Hashing – Definition and meaning
What is Hashing? Find out what hashing is and how it is used in data processing and storage.
What is hashing?
Hashing is a fundamental process in computer science that makes it possible to transform data into a compact hash value of equal length using a special function. This hashing function takes different input values (such as files or strings) and converts them into a short, fixed length, typically represented as a string.
Why is hashing important?
Hashing has many critical applications in various areas of IT, including
- Data integrity: hashing functions ensure that data has not been altered during transmission or storage.
- Password security: Passwords are often stored hashed to ensure that even in the event of a data leak, the user's password remains protected.
- Databases: Hashing is used for fast data identification and to optimise database queries.
How does hashing work?
When using a hash function, an input value (e.g. a password) is processed by a mathematical algorithm. The result is a hash value that is unique for each different input. There are various hash algorithms, each offering different properties and security levels. The best known include
- MD5: An outdated hashing algorithm that is considered insecure despite its early popularity.
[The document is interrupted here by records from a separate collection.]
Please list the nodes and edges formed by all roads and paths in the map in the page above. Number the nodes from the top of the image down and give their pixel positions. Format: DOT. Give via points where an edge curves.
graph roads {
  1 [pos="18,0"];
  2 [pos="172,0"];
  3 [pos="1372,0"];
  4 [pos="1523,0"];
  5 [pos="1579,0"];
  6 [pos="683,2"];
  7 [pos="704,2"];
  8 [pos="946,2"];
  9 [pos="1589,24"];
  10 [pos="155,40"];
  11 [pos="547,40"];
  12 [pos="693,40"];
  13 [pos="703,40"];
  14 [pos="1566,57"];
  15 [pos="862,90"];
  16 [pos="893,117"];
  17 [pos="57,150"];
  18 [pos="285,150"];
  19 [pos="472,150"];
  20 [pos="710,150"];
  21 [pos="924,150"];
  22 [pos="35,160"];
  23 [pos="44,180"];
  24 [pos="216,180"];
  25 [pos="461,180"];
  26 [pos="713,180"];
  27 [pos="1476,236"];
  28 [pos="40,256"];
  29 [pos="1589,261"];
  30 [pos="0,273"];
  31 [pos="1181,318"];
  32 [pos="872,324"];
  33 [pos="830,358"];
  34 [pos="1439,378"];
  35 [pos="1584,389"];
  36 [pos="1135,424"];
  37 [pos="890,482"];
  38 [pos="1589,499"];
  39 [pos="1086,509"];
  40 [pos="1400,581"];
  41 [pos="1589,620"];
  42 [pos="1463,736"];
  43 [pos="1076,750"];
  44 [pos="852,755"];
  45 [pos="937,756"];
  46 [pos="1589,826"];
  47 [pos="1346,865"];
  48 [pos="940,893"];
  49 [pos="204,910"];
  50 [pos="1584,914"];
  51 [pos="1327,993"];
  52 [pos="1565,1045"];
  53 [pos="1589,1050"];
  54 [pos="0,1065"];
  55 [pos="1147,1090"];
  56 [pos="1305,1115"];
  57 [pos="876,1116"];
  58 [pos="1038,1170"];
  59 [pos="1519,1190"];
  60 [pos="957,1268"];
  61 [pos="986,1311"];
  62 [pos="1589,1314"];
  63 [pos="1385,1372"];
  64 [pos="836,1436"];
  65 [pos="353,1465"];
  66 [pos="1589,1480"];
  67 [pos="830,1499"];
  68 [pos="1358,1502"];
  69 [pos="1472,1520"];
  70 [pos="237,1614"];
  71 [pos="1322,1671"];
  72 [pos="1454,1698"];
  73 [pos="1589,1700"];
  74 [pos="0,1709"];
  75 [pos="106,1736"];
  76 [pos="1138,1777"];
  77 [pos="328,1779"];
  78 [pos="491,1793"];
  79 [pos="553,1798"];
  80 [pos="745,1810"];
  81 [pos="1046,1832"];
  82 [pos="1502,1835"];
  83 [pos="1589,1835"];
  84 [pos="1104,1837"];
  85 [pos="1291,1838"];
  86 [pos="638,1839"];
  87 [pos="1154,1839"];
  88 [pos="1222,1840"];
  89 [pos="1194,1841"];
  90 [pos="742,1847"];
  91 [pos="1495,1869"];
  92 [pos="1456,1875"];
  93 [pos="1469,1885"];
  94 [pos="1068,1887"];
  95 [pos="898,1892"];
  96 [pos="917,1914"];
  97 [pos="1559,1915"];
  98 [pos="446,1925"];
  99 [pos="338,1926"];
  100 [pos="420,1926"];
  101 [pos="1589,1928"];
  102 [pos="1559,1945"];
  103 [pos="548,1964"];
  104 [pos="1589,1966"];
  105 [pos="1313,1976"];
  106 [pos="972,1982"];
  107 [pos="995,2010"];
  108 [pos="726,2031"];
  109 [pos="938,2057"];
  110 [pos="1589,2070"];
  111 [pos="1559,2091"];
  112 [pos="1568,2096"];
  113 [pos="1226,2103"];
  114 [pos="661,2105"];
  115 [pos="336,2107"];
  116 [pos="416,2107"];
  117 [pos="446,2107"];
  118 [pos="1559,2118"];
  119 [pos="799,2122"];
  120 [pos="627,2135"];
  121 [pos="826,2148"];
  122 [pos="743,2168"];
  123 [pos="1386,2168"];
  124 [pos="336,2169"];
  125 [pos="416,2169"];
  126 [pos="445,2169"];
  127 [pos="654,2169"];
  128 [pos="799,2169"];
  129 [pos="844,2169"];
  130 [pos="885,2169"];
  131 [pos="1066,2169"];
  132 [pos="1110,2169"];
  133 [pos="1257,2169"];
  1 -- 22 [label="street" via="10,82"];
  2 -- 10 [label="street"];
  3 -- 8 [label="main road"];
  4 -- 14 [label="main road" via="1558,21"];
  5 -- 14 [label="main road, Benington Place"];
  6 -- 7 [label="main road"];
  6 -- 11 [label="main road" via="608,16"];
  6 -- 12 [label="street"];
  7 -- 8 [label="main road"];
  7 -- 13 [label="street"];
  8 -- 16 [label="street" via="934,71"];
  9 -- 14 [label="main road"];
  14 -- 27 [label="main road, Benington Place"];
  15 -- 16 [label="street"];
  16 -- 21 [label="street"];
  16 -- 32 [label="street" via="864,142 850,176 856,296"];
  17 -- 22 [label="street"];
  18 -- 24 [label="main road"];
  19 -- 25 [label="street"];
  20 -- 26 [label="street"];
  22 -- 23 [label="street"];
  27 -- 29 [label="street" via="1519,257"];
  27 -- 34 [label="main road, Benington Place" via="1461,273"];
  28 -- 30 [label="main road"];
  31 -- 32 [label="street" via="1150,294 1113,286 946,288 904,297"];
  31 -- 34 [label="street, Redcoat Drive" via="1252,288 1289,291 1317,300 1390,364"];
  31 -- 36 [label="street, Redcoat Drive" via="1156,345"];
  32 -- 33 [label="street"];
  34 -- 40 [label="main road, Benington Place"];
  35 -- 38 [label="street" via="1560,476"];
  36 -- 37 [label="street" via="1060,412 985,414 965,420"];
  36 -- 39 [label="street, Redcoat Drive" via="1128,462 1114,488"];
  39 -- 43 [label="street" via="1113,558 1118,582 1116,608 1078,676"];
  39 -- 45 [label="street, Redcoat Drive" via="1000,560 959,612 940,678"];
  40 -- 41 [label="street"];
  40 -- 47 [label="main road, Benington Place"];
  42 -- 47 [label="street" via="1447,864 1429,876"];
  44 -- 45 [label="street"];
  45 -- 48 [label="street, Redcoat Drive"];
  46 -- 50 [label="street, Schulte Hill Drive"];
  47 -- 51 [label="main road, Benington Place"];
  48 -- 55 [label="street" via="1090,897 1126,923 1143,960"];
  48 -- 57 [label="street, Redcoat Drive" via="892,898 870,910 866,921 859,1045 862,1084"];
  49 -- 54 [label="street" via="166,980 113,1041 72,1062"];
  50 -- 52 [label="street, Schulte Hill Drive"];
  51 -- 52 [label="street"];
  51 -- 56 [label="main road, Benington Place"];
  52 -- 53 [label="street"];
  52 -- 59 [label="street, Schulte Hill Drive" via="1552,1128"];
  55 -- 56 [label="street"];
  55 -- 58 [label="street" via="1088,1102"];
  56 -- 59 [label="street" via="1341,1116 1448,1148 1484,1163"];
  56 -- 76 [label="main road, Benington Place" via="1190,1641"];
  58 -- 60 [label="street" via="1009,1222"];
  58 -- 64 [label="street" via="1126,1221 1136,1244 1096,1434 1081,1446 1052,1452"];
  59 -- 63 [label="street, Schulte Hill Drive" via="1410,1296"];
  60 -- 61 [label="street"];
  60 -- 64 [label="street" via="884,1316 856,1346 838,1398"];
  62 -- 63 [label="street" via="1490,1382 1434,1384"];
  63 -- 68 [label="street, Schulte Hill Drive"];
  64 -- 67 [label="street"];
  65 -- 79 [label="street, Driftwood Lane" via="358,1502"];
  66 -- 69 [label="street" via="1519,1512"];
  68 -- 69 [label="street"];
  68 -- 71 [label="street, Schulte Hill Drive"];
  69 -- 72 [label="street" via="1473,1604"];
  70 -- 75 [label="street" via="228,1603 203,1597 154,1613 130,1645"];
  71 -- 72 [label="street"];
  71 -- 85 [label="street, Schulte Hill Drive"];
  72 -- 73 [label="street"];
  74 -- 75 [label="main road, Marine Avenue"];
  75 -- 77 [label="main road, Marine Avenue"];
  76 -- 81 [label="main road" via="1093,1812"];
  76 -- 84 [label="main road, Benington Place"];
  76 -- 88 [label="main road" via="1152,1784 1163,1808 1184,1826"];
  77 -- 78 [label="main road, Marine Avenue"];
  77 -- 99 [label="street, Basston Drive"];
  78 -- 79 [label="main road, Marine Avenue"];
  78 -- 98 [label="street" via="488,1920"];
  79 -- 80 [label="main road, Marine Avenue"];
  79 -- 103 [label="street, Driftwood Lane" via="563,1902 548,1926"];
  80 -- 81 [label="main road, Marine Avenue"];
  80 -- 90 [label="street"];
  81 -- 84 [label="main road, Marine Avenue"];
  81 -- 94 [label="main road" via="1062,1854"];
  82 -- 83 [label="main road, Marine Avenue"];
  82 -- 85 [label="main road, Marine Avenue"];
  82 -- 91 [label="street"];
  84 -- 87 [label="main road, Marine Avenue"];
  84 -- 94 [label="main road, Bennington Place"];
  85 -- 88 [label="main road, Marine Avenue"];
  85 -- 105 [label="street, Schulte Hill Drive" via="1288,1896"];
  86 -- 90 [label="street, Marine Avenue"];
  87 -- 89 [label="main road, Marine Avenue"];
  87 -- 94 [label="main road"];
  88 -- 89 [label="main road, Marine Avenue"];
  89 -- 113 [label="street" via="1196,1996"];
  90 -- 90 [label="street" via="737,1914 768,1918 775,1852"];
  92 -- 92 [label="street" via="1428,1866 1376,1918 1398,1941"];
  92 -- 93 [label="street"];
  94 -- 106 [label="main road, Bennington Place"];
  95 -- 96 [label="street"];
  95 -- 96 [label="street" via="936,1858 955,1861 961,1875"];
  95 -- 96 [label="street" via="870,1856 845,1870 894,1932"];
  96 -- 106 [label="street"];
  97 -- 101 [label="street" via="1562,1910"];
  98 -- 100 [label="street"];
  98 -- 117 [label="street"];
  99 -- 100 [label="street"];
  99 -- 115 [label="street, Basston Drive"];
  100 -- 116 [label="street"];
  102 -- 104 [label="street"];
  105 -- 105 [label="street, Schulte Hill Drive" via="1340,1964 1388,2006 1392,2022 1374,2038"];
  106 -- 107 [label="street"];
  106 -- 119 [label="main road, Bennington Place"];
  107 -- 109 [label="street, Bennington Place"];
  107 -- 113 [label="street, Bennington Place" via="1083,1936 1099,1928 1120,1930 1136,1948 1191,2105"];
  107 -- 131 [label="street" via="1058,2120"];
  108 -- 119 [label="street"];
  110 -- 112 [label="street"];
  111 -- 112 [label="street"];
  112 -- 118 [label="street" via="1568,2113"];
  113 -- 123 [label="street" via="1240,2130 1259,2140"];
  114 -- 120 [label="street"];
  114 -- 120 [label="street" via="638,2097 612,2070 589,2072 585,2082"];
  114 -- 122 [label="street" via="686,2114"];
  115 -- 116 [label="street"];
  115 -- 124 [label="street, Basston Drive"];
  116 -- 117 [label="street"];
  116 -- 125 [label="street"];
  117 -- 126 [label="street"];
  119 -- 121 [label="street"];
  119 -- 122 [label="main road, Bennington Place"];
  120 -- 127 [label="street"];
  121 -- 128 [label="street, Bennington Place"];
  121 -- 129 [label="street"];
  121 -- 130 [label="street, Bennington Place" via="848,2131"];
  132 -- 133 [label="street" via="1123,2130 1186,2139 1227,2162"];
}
- SHA-1: Another insecure algorithm that is no longer recommended.
- SHA-256: Part of the SHA-2 family, is considered very secure and is often used in applications that require high security.
- bcrypt: An adaptive hashing algorithm that was specially developed for the secure storage of passwords.
What are collisions in hashing?
A collision occurs when two different input values generate the same hash value. High-quality hash functions are designed to minimise collisions. The probability of collisions is influenced by the choice of hashing algorithm and the length of the hash value.
Use of hashing in cybersecurity
Hashing plays an important role in cybersecurity. It is used to verify data integrity, create digital signatures and ensure that passwords are not stored in plain text. The implementation not only ensures the confidentiality of data, but also promotes its integrity in digital communication.
Illustrative example on the topic: hashing
Imagine you need to send a confidential message to a friend. To ensure that the message has not been altered during transmission, you use a hash function to convert the message into a hash value. Your friend receives the message together with the hash value. He can process the message himself using the same hash function and generate his own hash value. If the two hash values match, he can be sure that the message has remained unchanged.
Conclusion
Hashing is an indispensable concept in computer science and plays a crucial role in data security and integrity checking. Understanding hashing and its applications is essential for any IT professional. If you want to learn more about related topics such as encryption or cybersecurity, visit our comprehensive collection of encyclopaedia articles.
Frequently asked questions
Hashing is used in many areas, especially in data security and data integrity. It is used to securely store passwords by converting them into hash values so that they are not available in plain text. Hashing also plays a central role in verifying data integrity, for example in software downloads, where hash values are used to ensure that the files have not been tampered with.
The selection of the right hash algorithm depends on the specific requirements of the application. Security aspects are crucial, as outdated algorithms such as MD5 or SHA-1 are considered insecure. For high security requirements, modern algorithms such as SHA-256 or bcrypt are recommended, as they offer greater collision resistance and are optimised for password security.
In blockchain technology, hashing is a central element that ensures the security and integrity of data. Each block contains a hash value of the previous block, creating an unchangeable chain. This protects against manipulation, as any change to a block affects the hash value of the entire subsequent block, which is immediately recognisable.
Although hashing offers many advantages, there are also disadvantages. One of the biggest challenges is collisions that can occur when different inputs generate the same hash value. In addition, weak hashing algorithms can be vulnerable to attacks, such as brute force attacks. The fact that hash values cannot be undone can also be problematic in certain applications.
Hashing can significantly improve data security by ensuring that stored passwords are not available in plain text. In addition, hashing can be used to check the integrity of files by generating hash values and comparing them during transmission or storage. This protects against unauthorised changes and ensures the confidentiality of the data.
The most secure hashing algorithms include SHA-256 and bcrypt. SHA-256, part of the SHA-2 family, offers high security and is widely used in applications that require strong integrity. bcrypt, on the other hand, has been specially developed for the secure storage of passwords, as it offers an adaptive difficulty that makes attacks more difficult and increases security.
When hashing passwords, the password entered is processed by a hash function that generates a unique hash value. This hash value is then stored in the database instead of the plain text password. When logging in, the entered password is hashed again and the resulting hash value is compared with the stored one to verify authentication without revealing the password.